START Raw data

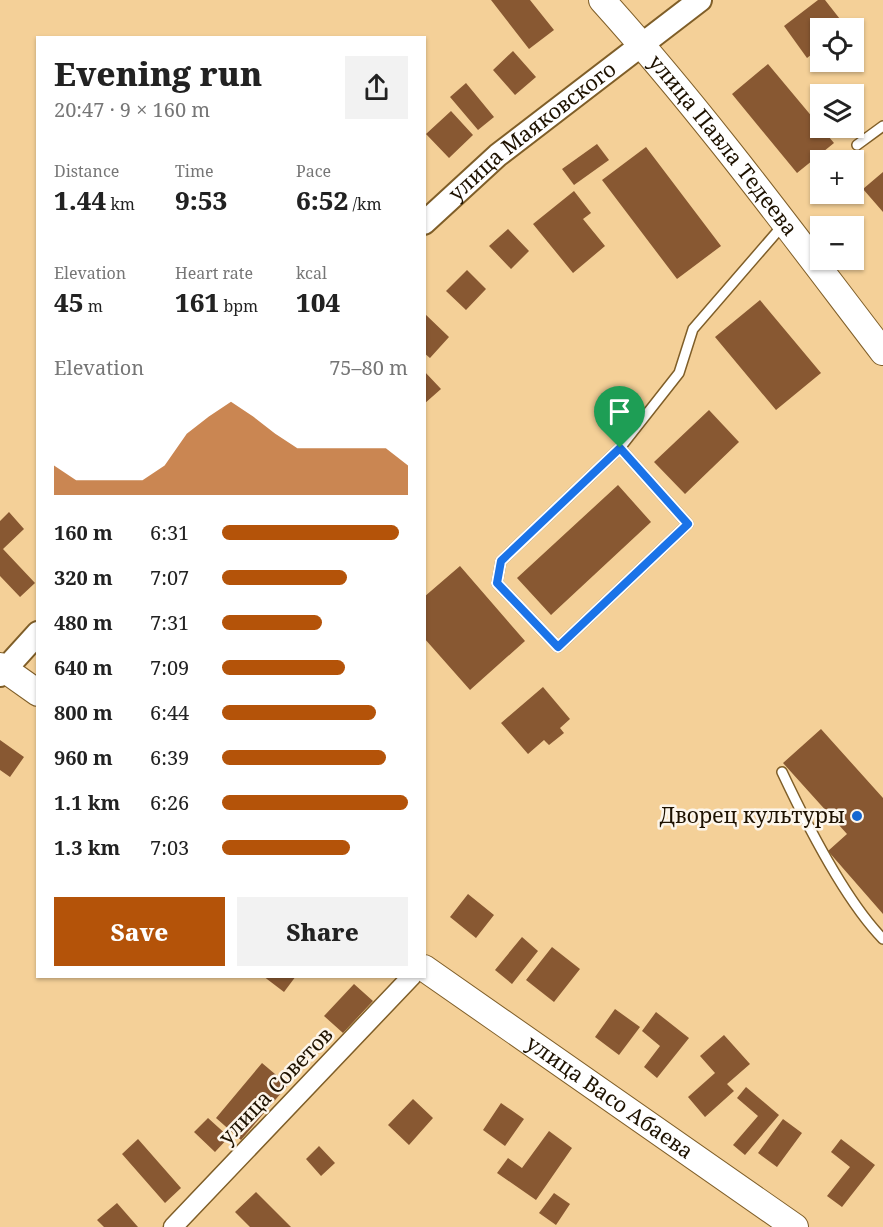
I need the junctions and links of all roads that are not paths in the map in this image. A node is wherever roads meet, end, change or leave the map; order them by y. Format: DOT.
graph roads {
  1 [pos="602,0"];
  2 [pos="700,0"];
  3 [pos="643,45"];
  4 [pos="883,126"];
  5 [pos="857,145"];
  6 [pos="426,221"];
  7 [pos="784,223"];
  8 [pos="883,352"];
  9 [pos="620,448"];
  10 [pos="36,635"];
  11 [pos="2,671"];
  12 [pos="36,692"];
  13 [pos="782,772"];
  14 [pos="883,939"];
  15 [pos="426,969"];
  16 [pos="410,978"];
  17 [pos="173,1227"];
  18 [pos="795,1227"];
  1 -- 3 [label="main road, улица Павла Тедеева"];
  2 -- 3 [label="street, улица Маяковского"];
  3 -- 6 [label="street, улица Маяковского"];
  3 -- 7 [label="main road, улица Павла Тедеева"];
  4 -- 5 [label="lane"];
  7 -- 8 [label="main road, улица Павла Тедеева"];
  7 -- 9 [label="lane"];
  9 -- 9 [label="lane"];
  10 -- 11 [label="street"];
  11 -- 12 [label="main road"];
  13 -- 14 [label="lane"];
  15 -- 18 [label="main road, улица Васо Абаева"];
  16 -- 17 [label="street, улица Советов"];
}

END Raw data
START Raw data

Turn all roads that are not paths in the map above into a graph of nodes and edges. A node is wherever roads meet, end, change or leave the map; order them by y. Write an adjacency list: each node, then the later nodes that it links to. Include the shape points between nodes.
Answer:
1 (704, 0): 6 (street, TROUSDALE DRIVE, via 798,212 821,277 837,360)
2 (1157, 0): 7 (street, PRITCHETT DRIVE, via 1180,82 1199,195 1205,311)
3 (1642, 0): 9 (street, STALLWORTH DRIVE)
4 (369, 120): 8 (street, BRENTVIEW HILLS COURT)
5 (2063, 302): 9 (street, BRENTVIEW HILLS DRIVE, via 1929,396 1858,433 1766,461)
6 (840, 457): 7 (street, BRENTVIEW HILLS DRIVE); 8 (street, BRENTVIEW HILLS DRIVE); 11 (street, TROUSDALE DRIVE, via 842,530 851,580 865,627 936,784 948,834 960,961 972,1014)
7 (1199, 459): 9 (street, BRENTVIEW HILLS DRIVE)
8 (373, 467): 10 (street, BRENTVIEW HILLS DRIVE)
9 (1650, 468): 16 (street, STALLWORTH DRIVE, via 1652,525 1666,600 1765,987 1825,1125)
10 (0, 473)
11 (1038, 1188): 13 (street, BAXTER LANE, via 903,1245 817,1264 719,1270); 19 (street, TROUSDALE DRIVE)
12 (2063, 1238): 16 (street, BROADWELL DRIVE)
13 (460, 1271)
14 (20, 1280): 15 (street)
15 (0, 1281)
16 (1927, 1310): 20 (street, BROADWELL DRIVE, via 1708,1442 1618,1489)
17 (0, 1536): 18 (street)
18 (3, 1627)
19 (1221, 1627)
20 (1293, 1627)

END Raw data
START Raw data

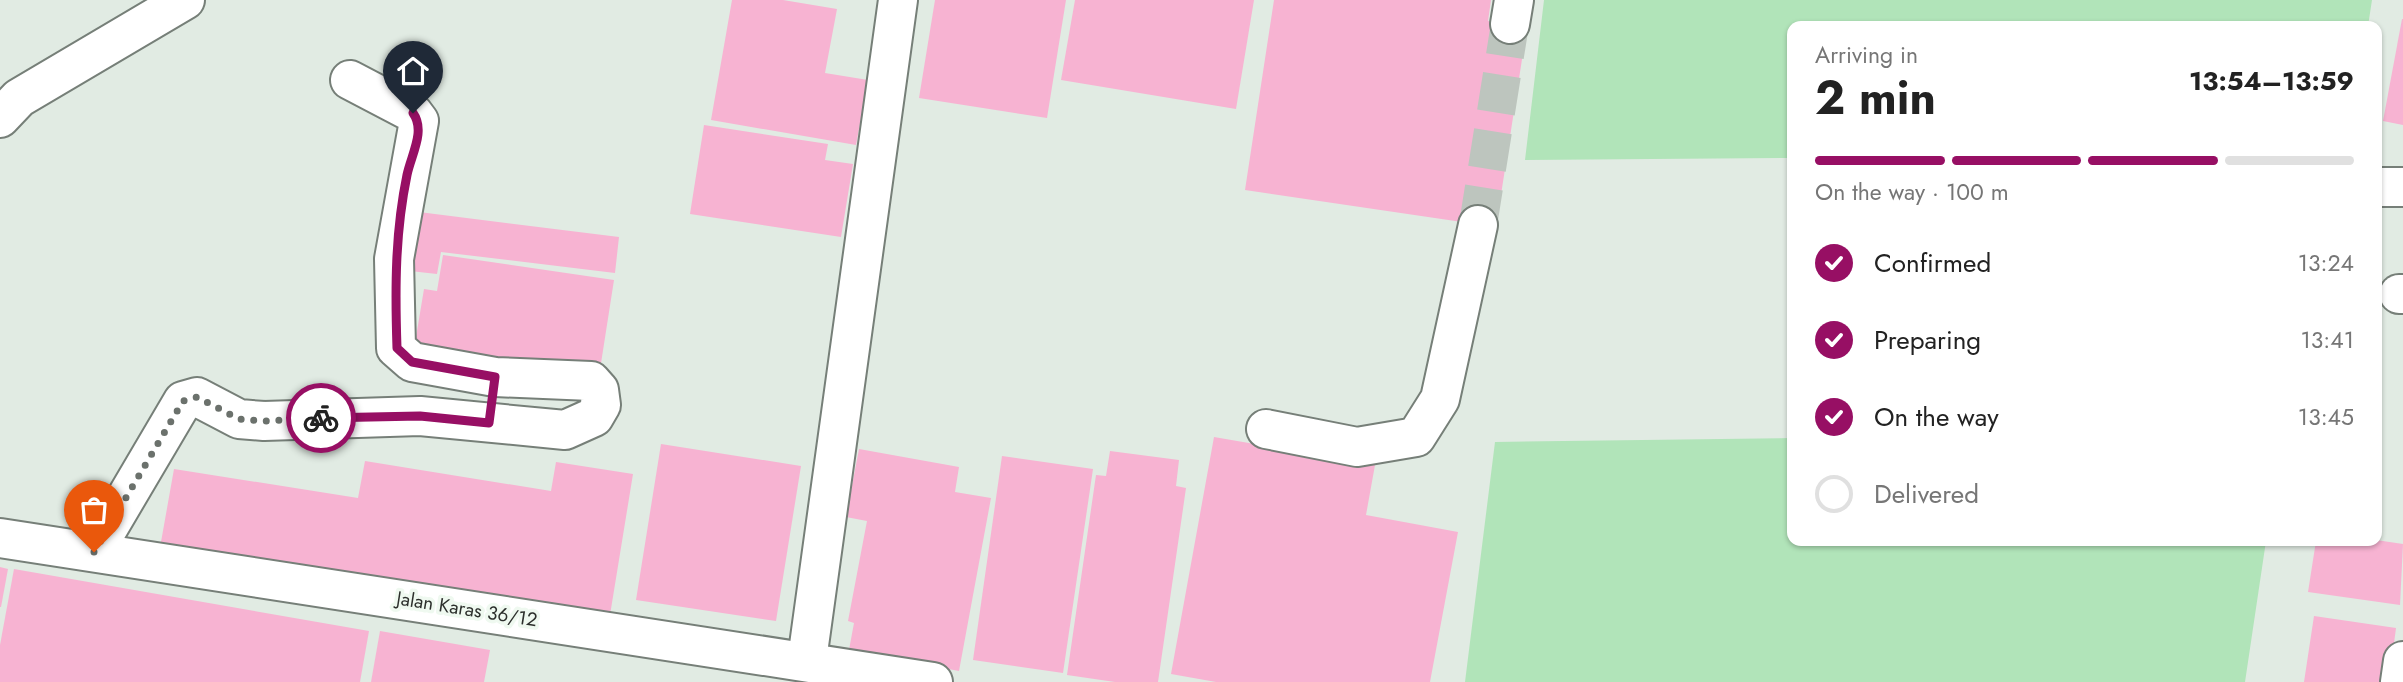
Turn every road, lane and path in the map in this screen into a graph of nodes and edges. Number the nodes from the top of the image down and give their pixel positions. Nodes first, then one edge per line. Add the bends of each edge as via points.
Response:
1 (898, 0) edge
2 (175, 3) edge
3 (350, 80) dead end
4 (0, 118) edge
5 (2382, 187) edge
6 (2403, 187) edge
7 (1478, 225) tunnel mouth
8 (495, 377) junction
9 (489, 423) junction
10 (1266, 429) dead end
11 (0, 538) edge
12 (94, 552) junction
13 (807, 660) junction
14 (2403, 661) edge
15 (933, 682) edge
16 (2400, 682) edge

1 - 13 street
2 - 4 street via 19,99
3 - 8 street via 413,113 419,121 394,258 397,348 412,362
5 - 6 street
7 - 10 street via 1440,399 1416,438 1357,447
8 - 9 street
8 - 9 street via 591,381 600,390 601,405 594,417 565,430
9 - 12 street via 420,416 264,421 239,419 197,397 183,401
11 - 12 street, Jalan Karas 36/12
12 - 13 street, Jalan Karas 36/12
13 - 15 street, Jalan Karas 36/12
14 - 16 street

END Raw data

**Work request**
Number of lines above that include "each": state it and nothing else.

**Answer area**
2